The USC Gould School of Law’s sixth annual “U.S. Supreme Court: A Preview” event was held Tuesday evening at USC’s Town and Gown. The event highlighted a discussion on Supreme Court cases that have occurred this year.
The event featured two prominent guest panelists: Gregory Garre, the 44th Solicitor General of the United States and The Honorable Goodwin Liu, Associate Justice of the Supreme Court of California. Rebecca Brown, Newton Professor of Constitutional Law at the Gould School, organized and marketed the event.
“We publicize it through the school. I talk to my students about it and now, after 5 years, it has a reputation that helps people get the word out,” Brown said.
She emphasized that all students can benefit from attending the event, regardless of major.
“We bring in two invited experts on the Supreme Court and the Constitution and we try to understand what we should be watching for in the upcoming term and why it’s important, why it matters, to all of us,” Brown said.
The event featured discussion on controversial docket cases, such as Greece, N.Y. v. Galloway, which challenged local clergy’s right to offer Christian prayers before a town’s monthly meetings, and McCullen v.
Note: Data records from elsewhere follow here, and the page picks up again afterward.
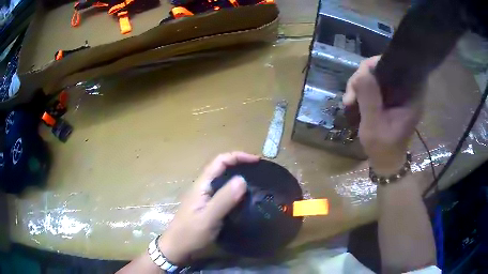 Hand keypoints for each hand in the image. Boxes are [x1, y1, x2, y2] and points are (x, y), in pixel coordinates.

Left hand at [158, 152, 258, 264]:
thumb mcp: (208, 218)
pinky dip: (236, 192)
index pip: (220, 161)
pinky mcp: (208, 207)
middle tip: (260, 172)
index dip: (238, 156)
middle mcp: (204, 187)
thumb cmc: (190, 233)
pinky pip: (224, 194)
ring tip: (257, 184)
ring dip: (239, 179)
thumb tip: (243, 179)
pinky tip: (246, 200)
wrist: (177, 248)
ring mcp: (205, 197)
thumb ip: (224, 199)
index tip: (256, 161)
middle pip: (222, 168)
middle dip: (240, 165)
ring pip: (224, 181)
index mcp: (202, 185)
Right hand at [343, 56, 422, 174]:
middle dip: (363, 77)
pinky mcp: (391, 97)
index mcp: (411, 95)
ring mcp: (398, 93)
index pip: (395, 65)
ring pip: (376, 75)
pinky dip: (363, 89)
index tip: (359, 79)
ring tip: (349, 102)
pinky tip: (355, 100)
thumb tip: (362, 71)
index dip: (374, 65)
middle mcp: (406, 89)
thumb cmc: (383, 148)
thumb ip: (369, 98)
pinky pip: (375, 84)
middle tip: (350, 96)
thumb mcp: (373, 126)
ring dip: (359, 84)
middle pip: (383, 67)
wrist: (387, 162) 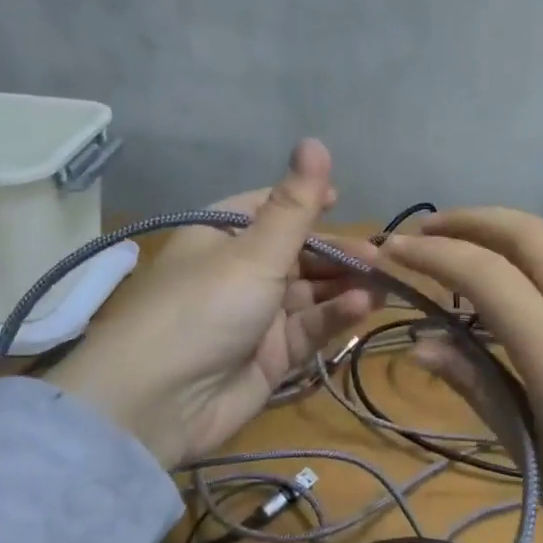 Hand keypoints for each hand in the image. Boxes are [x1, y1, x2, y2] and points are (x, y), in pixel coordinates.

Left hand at [46, 140, 377, 466]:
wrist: (159, 403)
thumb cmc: (206, 306)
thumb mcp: (255, 251)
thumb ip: (296, 204)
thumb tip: (315, 140)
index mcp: (224, 235)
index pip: (271, 208)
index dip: (307, 204)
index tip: (343, 201)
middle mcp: (240, 271)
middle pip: (300, 253)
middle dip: (340, 253)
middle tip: (382, 257)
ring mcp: (257, 315)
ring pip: (311, 292)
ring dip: (345, 286)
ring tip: (383, 282)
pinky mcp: (272, 355)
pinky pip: (309, 327)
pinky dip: (334, 316)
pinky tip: (361, 308)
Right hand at [380, 209, 542, 542]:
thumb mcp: (527, 448)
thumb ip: (475, 383)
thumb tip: (419, 344)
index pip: (484, 273)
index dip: (431, 255)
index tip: (391, 253)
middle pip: (522, 231)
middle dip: (466, 220)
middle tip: (421, 235)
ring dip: (496, 232)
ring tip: (455, 251)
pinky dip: (526, 254)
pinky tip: (507, 281)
Coakley, which contended that a buffer zone surrounding abortion clinics in Massachusetts infringed on First Amendment rights.
“It’s interesting understanding the past and future of Supreme Court cases because it’s something that most students, at least in my experience, aren’t exposed to on a day-to-day basis,” said Kyle Goguen, a graduate student in engineering management.
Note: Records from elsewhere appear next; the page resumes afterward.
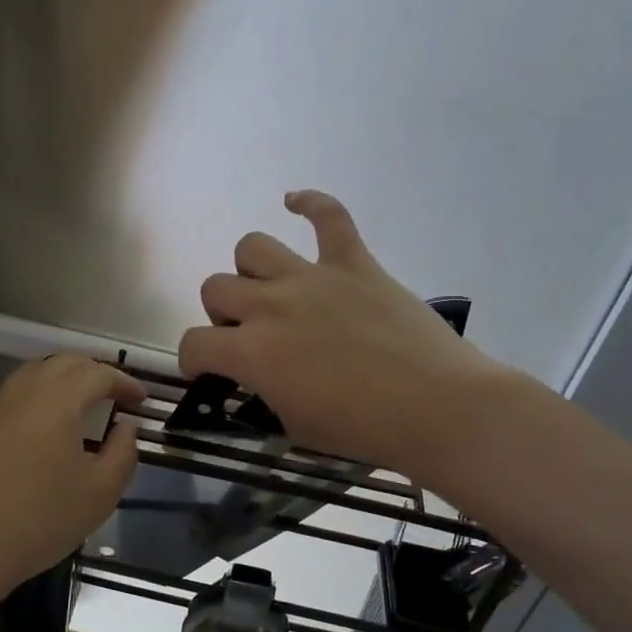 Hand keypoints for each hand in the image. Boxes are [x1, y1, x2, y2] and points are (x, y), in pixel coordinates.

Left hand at [0, 354, 144, 591]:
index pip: (98, 373)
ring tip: (83, 406)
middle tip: (116, 396)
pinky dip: (40, 396)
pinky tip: (46, 427)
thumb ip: (123, 452)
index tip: (141, 400)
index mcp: (58, 399)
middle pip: (66, 363)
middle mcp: (24, 390)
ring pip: (36, 373)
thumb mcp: (101, 492)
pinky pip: (16, 393)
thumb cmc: (42, 518)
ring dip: (65, 381)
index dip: (124, 383)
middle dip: (96, 373)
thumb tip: (126, 427)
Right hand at [178, 191, 510, 484]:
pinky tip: (294, 202)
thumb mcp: (295, 424)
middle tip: (248, 335)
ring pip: (252, 246)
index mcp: (253, 352)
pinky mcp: (354, 263)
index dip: (193, 359)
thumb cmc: (364, 429)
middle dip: (221, 314)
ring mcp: (313, 277)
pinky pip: (328, 215)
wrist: (438, 408)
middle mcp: (271, 305)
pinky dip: (310, 203)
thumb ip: (265, 391)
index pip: (193, 344)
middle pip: (215, 287)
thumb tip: (261, 375)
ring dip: (251, 271)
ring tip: (271, 290)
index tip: (206, 369) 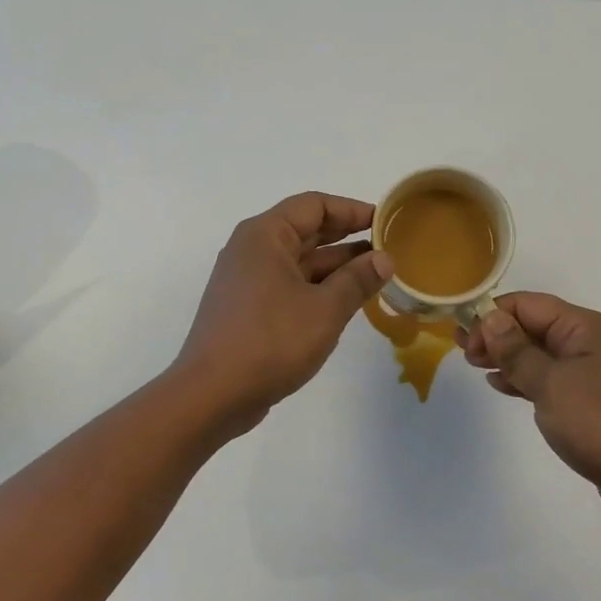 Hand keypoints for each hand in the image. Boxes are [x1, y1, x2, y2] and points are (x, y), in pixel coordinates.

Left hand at [173, 192, 393, 436]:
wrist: (212, 395)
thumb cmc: (270, 341)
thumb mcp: (325, 309)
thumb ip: (358, 280)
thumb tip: (385, 258)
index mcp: (265, 236)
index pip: (314, 205)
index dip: (352, 210)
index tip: (386, 222)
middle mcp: (252, 250)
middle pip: (306, 230)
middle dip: (347, 237)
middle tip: (388, 247)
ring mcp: (247, 280)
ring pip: (299, 261)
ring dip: (336, 266)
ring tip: (377, 276)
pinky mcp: (248, 308)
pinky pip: (289, 285)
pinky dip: (318, 288)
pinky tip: (346, 301)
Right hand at [462, 293, 600, 526]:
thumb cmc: (600, 422)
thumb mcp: (550, 383)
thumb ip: (517, 350)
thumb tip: (490, 317)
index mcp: (581, 327)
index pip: (526, 304)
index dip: (492, 317)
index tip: (465, 343)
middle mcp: (585, 342)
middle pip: (531, 325)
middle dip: (496, 334)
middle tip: (462, 353)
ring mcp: (587, 372)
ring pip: (536, 353)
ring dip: (506, 356)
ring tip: (474, 366)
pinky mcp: (586, 401)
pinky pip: (546, 378)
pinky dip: (521, 378)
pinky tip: (501, 386)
The issues focused on by the panelists are not only controversial, but also applicable to all citizens of the United States. The choice of docket cases to discuss represented issues that were important to the United States this year.
“This one [event] is specifically focused on the Supreme Court and I don’t know of any other event that does this, so, by definition, because the court is hearing those particular issues then it’s confined to those issues,” Brown said. “It’s not just any issues, it’s what is the court going to have on its docket and what do they expect to happen and what should we be watching for or thinking about.”
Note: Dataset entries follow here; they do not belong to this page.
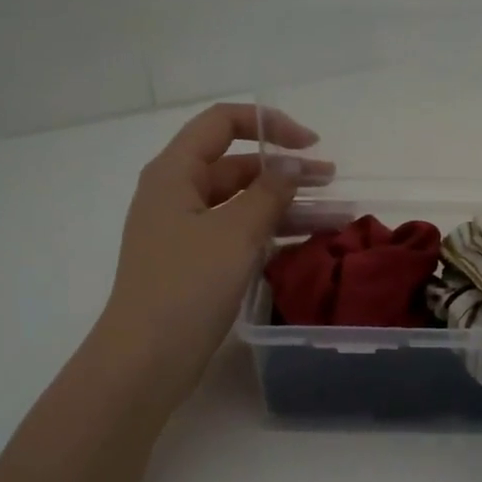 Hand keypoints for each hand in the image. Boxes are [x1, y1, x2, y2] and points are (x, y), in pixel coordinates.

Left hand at [100, 103, 330, 402]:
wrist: (146, 359)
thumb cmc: (188, 286)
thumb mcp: (236, 233)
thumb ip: (269, 193)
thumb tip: (291, 165)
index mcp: (175, 172)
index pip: (222, 123)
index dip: (269, 124)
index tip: (310, 145)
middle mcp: (176, 194)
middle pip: (235, 166)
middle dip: (285, 171)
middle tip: (332, 183)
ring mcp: (183, 232)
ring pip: (241, 204)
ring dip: (285, 206)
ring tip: (335, 217)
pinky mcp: (193, 264)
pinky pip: (236, 235)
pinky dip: (268, 234)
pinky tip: (304, 243) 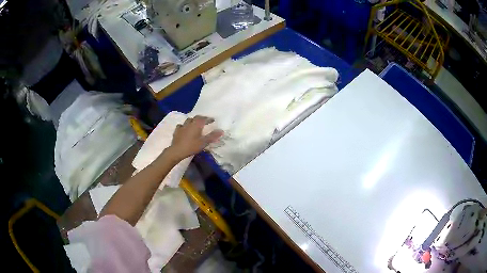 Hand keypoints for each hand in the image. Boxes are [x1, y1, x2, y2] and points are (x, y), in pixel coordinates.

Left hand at [168, 116, 222, 160]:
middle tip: (204, 121)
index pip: (204, 118)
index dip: (209, 119)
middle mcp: (189, 123)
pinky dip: (184, 126)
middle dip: (201, 118)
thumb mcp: (204, 142)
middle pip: (196, 117)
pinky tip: (184, 129)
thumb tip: (221, 131)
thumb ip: (212, 136)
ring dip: (192, 121)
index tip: (213, 120)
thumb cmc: (192, 146)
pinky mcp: (176, 131)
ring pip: (188, 120)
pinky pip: (181, 125)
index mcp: (197, 124)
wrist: (177, 150)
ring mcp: (182, 126)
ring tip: (195, 124)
Many USC students and alumni who attended for various reasons found value in the presentation.
“The law affects everyone,” said Gonzalo Gambino, a senior majoring in industrial systems engineering.
Some students saw the event as a chance to meet and hear from high-profile panelists.
“Look at the names that make it out to our campus [and] the opportunities you have to hear from people like this,” said Francisco Iturbe, a senior majoring in civil engineering. Iturbe believes that this event will attract prospective students to USC because it not only benefits USC Gould School of Law’s reputation, but USC’s reputation as a whole.
Others thought it was a good opportunity to hear experts’ opinions on what cases were important this year.
Josefin Baldeh, a student in the USC Master of Law program, said it helped her “just get a hint of what’s important in the U.S. legal system.”